Thanks again hewee,I will look longer at the small print before clicking the mouse.
Take care..


----------



## hewee (Oct 26, 2001)

past tense said:


> I did the test today and had similar results, I used the zip file and it got through on 2 different web based emails and blocked on the third,at least the one that blocked it, sent a message that it couldn't be delivered because of an illegal attachment.

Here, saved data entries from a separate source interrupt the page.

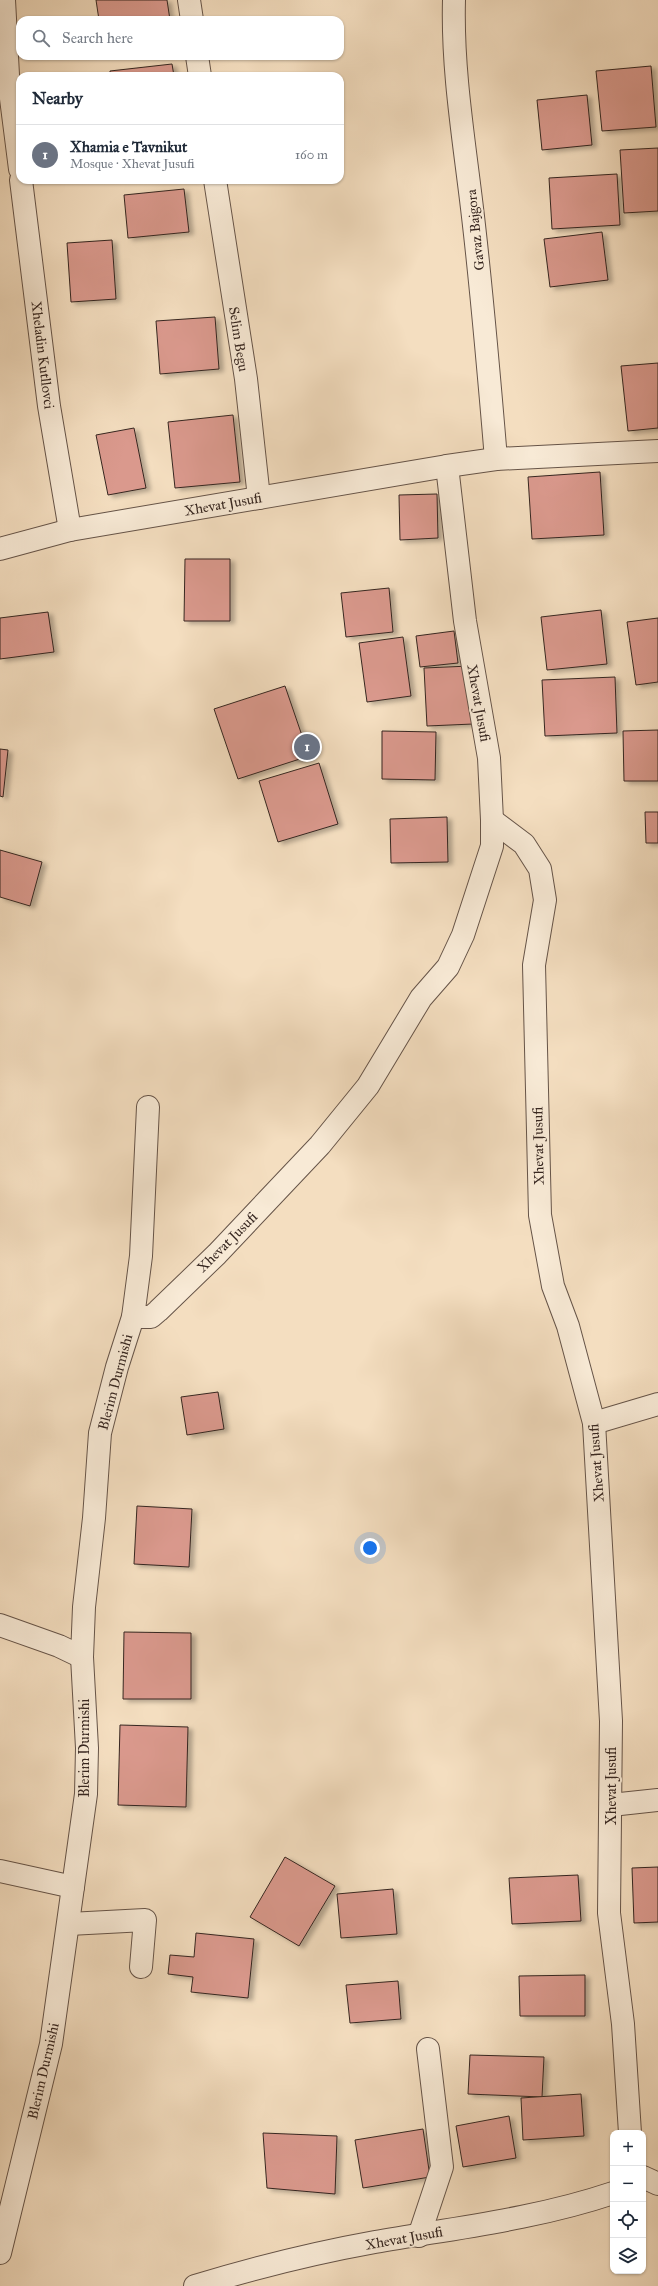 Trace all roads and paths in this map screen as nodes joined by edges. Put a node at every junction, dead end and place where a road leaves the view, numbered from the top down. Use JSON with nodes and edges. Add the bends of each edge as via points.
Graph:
{"nodes":[{"id":1,"x":4,"y":0,"type":"edge"},
{"id":2,"x":189,"y":0,"type":"edge"},
{"id":3,"x":454,"y":0,"type":"edge"},
{"id":4,"x":191,"y":16,"type":"edge"},
{"id":5,"x":198,"y":60,"type":"edge"},
{"id":6,"x":199,"y":72,"type":"edge"},
{"id":7,"x":16,"y":138,"type":"edge"},
{"id":8,"x":21,"y":184,"type":"edge"},
{"id":9,"x":216,"y":184,"type":"edge"},
{"id":10,"x":658,"y":451,"type":"edge"},
{"id":11,"x":496,"y":459,"type":"junction"},
{"id":12,"x":447,"y":466,"type":"junction"},
{"id":13,"x":259,"y":498,"type":"junction"},
{"id":14,"x":70,"y":530,"type":"junction"},
{"id":15,"x":0,"y":549,"type":"edge"},
{"id":16,"x":492,"y":820,"type":"junction"},
{"id":17,"x":148,"y":1107,"type":"dead end"},
{"id":18,"x":133,"y":1317,"type":"junction"},
{"id":19,"x":658,"y":1404,"type":"edge"},
{"id":20,"x":594,"y":1423,"type":"junction"},
{"id":21,"x":0,"y":1625,"type":"edge"},
{"id":22,"x":82,"y":1657,"type":"junction"},
{"id":23,"x":658,"y":1800,"type":"edge"},
{"id":24,"x":611,"y":1805,"type":"junction"},
{"id":25,"x":0,"y":1871,"type":"edge"},
{"id":26,"x":73,"y":1887,"type":"junction"},
{"id":27,"x":69,"y":1924,"type":"junction"},
{"id":28,"x":141,"y":1967,"type":"dead end"},
{"id":29,"x":428,"y":2049,"type":"dead end"},
{"id":30,"x":630,"y":2130,"type":"edge"},
{"id":31,"x":646,"y":2178,"type":"edge"},
{"id":32,"x":658,"y":2184,"type":"edge"},
{"id":33,"x":610,"y":2194,"type":"edge"},
{"id":34,"x":419,"y":2236,"type":"junction"},
{"id":35,"x":0,"y":2253,"type":"edge"},
{"id":36,"x":195,"y":2286,"type":"edge"}],
"edges":[{"from":1,"to":7,"type":"street","via":[[8,75]]},
{"from":2,"to":4,"type":"street"},
{"from":3,"to":11,"type":"street","name":"Gavaz Bajgora","via":[[453,20],[460,97],[479,264]]},
{"from":5,"to":6,"type":"street"},
{"from":8,"to":14,"type":"street","name":"Xheladin Kutllovci","via":[[49,406]]},
{"from":9,"to":13,"type":"street","name":"Selim Begu","via":[[246,379]]},
{"from":10,"to":11,"type":"street","name":"Xhevat Jusufi"},
{"from":11,"to":12,"type":"street","name":"Xhevat Jusufi"},
{"from":12,"to":13,"type":"street","name":"Xhevat Jusufi"},
{"from":12,"to":16,"type":"street","name":"Xhevat Jusufi","via":[[465,621],[489,758]]},
{"from":13,"to":14,"type":"street","name":"Xhevat Jusufi"},
{"from":14,"to":15,"type":"street","name":"Xhevat Jusufi"},
{"from":16,"to":18,"type":"street","name":"Xhevat Jusufi","via":[[492,846],[463,936],[448,967],[422,998],[368,1086],[320,1145],[217,1254],[151,1317]]},
{"from":16,"to":20,"type":"street","name":"Xhevat Jusufi","via":[[524,844],[540,869],[545,900],[534,965],[540,1215],[553,1286],[568,1326]]},
{"from":17,"to":18,"type":"street","name":"Blerim Durmishi","via":[[141,1256]]},
{"from":18,"to":22,"type":"street","name":"Blerim Durmishi","via":[[100,1433],[84,1607]]},
{"from":19,"to":20,"type":"street"},
{"from":20,"to":24,"type":"street","name":"Xhevat Jusufi","via":[[611,1721]]},
{"from":21,"to":22,"type":"street"},
{"from":22,"to":26,"type":"street","name":"Blerim Durmishi","via":[[87,1748],[86,1794]]},
{"from":23,"to":24,"type":"street"},
{"from":24,"to":30,"type":"street","name":"Xhevat Jusufi","via":[[609,1913],[623,2024]]},
{"from":25,"to":26,"type":"street"},
{"from":26,"to":27,"type":"street","name":"Blerim Durmishi"},
{"from":27,"to":28,"type":"street","via":[[146,1920]]},
{"from":27,"to":35,"type":"street","name":"Blerim Durmishi","via":[[51,2044]]},
{"from":29,"to":34,"type":"street","via":[[442,2167]]},
{"from":31,"to":32,"type":"street"},
{"from":33,"to":34,"type":"street","name":"Xhevat Jusufi","via":[[573,2207]]},
{"from":34,"to":36,"type":"street","name":"Xhevat Jusufi","via":[[295,2259]]}]}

Good to hear about the test and better for you to know what web base email servers to trust that they are trying to protect you. 
I think it was Gmail that I never got the email or any return. So they was just deleting the email but not saying anything about it.
Then I guess you can do the same test but email them out from the same web base to another etc to see if they catch the email when you try to send it.


----------



## hewee (Oct 26, 2001)

blues_harp28 said:


> Thanks again hewee,I will look longer at the small print before clicking the mouse.
> Take care..


OK that is good to hear your look longer at the small print before clicking the mouse. :up:


----------



## past tense (Apr 25, 2004)

hewee said:


> Good to hear about the test and better for you to know what web base email servers to trust that they are trying to protect you.
> I think it was Gmail that I never got the email or any return. So they was just deleting the email but not saying anything about it.


yes it was gmail that blocked mine also,but they sent me reply,I will have to resend tomorrow and see what happens


----------



## hewee (Oct 26, 2001)

past tense said:


> yes it was gmail that blocked mine also,but they sent me reply,I will have to resend tomorrow and see what happens


Well that is nice you got a reply from Gmail then. My test was -Sep-2004 so with Gmail being newer and a beta I guess they just deleted the bad email back then.

Happy testing.


----------